- _YOUR OBJECTIVE_
Print the whole listing again exactly as it stands, leaving out any images.

- _DATA PROVIDED_

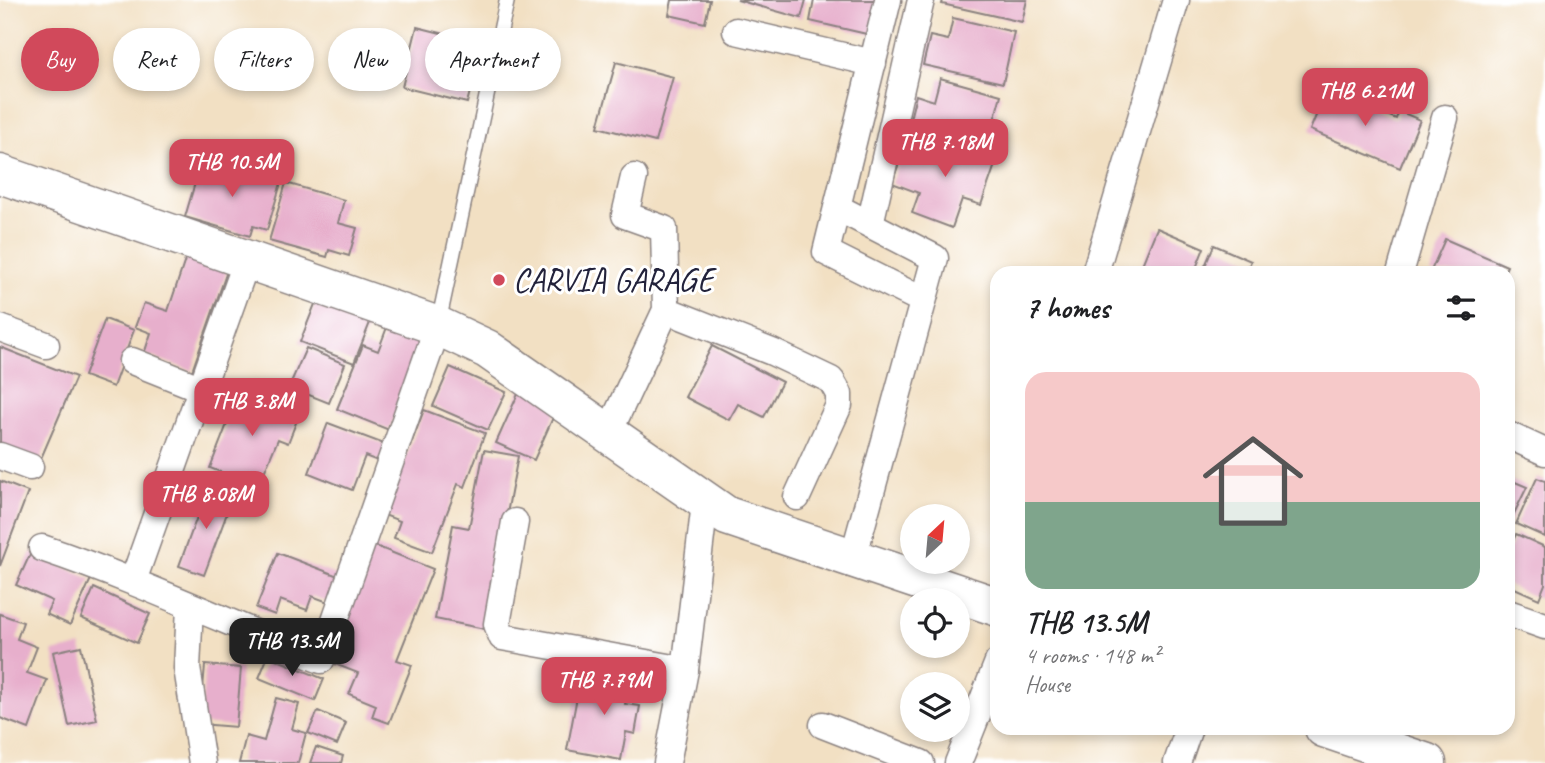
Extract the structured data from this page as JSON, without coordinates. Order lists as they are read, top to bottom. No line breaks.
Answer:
{"places":["CARVIA GARAGE"],"north":"top right","page":{"chip":["Buy","Rent","Filters","New","Apartment"],"price":["THB 6.21M","THB 7.18M","THB 10.5M","THB 3.8M","THB 8.08M","THB 13.5M","THB 7.79M"],"heading":"7 homes","list":[{"name":"THB 13.5M","note":"4 rooms · 148 m² · House"}]}}
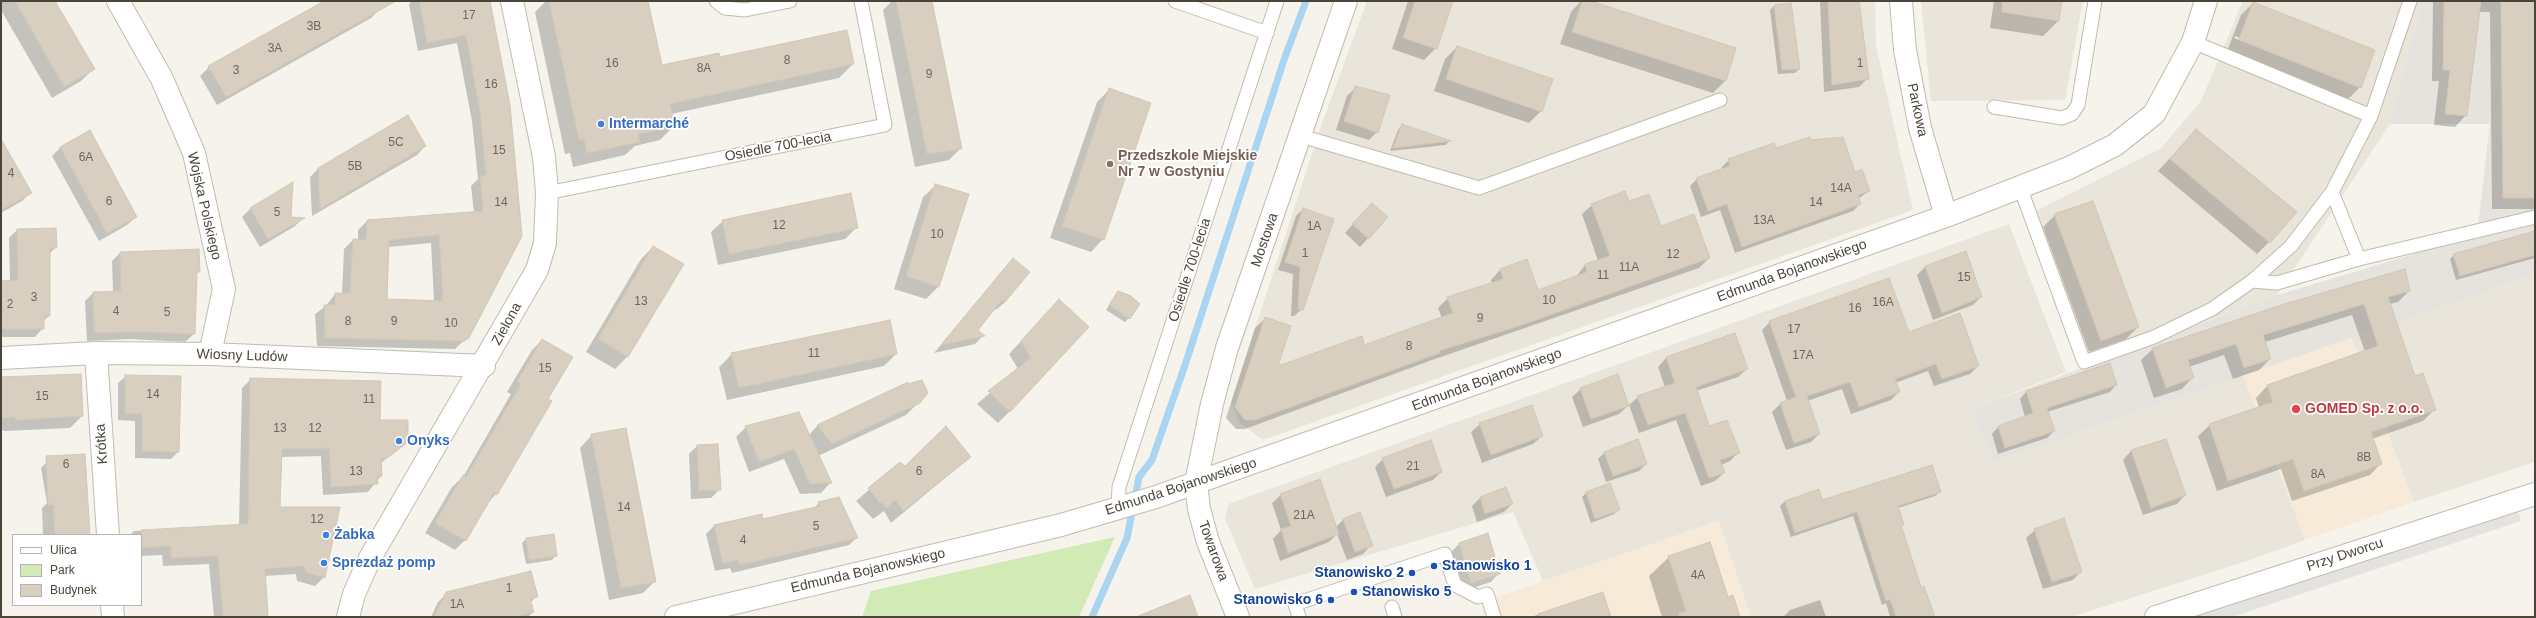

- _SOLUTION FOR THIS EXERCISE_
Extract the structured data from this page as JSON, without coordinates. Order lists as they are read, top to bottom. No line breaks.
Answer:
{"places":["CARVIA GARAGE"],"north":"top right","page":{"chip":["Buy","Rent","Filters","New","Apartment"],"price":["THB 6.21M","THB 7.18M","THB 10.5M","THB 3.8M","THB 8.08M","THB 13.5M","THB 7.79M"],"heading":"7 homes","list":[{"name":"THB 13.5M","note":"4 rooms · 148 m² · House"}]}}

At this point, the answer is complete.